L’inquietante campanella

La campanella è un pianticella che deve il suo nome alla forma dei suoi fiori azzurrini che ondeggiano su lunghi stili. Si distingue dalle altre specie appartenenti alla famiglia delle Campanulaceae per le sue foglie cuoriformi.

Per questa sua leggiadria ha ispirato il simbolo della speranza, ma anche della perseveranza per la sua resistenza alle basse temperature, dato che è diffusa sulle Alpi e gli Appennini. Si dice che quando muove i suoi fiori suoni proprio come un campanella conventuale.

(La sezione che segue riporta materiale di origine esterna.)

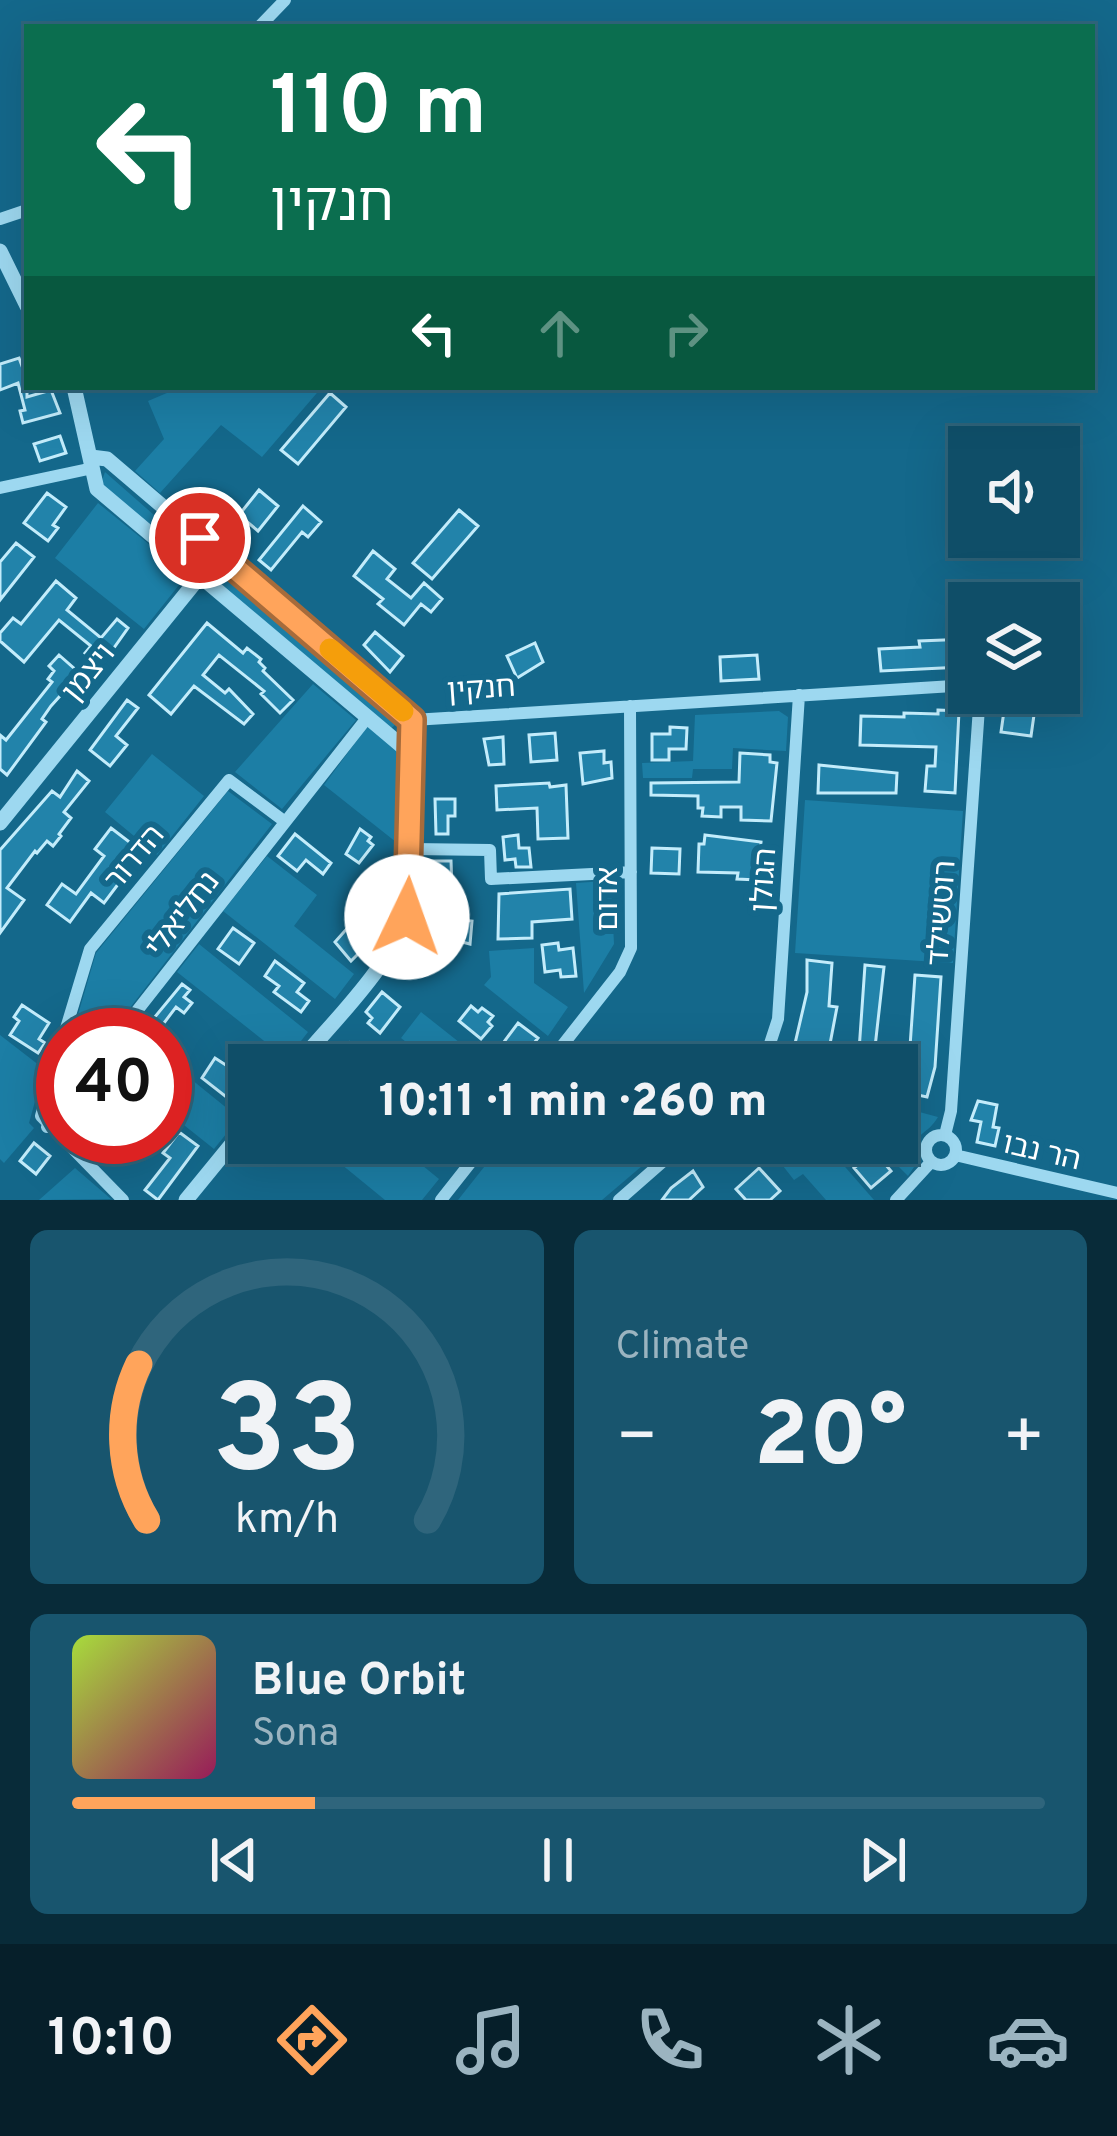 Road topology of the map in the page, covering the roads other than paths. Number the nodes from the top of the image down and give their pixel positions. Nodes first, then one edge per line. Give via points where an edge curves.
1 (285, 0) edge
2 (262, 24) edge
3 (0, 251) edge
4 (24, 300) edge
5 (75, 390) edge
6 (92, 462) junction
7 (0, 488) edge
8 (218, 554) junction
9 (198, 577) junction
10 (948, 686) edge
11 (799, 695) junction
12 (630, 706) junction
13 (979, 714) edge
14 (367, 718) junction
15 (412, 720) junction
16 (410, 753) junction
17 (284, 821) junction
18 (0, 823) edge
19 (411, 849) junction
20 (631, 872) junction
21 (73, 1008) edge
22 (139, 1008) edge
23 (314, 1044) edge
24 (563, 1044) edge
25 (770, 1044) edge
26 (945, 1136) junction
27 (228, 1149) edge
28 (955, 1155) junction
29 (931, 1162) junction
30 (86, 1164) edge
31 (469, 1164) edge
32 (660, 1164) edge
33 (1117, 1193) edge
34 (1096, 1194) edge
35 (123, 1200) edge
36 (186, 1200) edge
37 (441, 1200) edge
38 (619, 1200) edge
39 (896, 1200) edge

1 - 2 street
3 - 4 street
5 - 6 street
6 - 7 street
6 - 8 street, חנקין via 107,459
6 - 9 street via 97,489
8 - 9 street, ויצמן
8 - 15 street, חנקין
9 - 14 street
9 - 18 street, ויצמן
10 - 11 street, חנקין
11 - 12 street, חנקין
11 - 25 street, הגולן via 778,1018
12 - 15 street, חנקין
12 - 20 street, אדום
13 - 26 street, רוטשילד
14 - 16 street
14 - 17 street, נחליאלי
15 - 16 street
16 - 19 street
17 - 21 street, הדרור via 229,780 90,949
17 - 22 street, נחליאלי
19 - 20 street via 490,850 491,879
19 - 23 street via 401,933
20 - 24 street, אדום via 628,958
26 - 28 street
26 - 29 street via 927,1143
27 - 36 street
28 - 29 street via 947,1164
28 - 34 street, הר נבו
29 - 39 street
30 - 35 street
31 - 37 street
32 - 38 street
33 - 34 street, הר נבו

Ma, nonostante l’aspetto apparentemnte gioioso e delicato, questo fiore ha evocato immagini poco rassicuranti, tanto da essere soprannominata “campana dei morti”, quasi evocasse lugubri rintocchi. Si racconta che chi per avventura ne sente il tintinnio, rabbrividisca perchè secondo una credenza popolare suonerebbe per lui l’ultima ora.

Si dice anche che le campanelle siano la casa di fate maligne sicchè, un prato pieno di campanelle non è un luogo dove si possa impunemente sostare, perchè pervaso di incantesimi e malie. In Scozia questo fiorellino è chiamato popolarmente “old man bell”, campanella del demonio.

La sinistra nomea è comune a tutte le tubiflore dalla corolla cilindrica svasata sull’orlo. “Sono piante di poveri frutti” dice Giuseppe Sermonti “bacche o più spesso capsule secche. Il fruto a capsula bruna ripiena di minuscoli semi fa di esse anditi misteriosi, aperture verso l’aldilà, dove le anime sono invitate a penetrare e poi ridotte in sassolini scuri, racchiusi in cassette membranose”.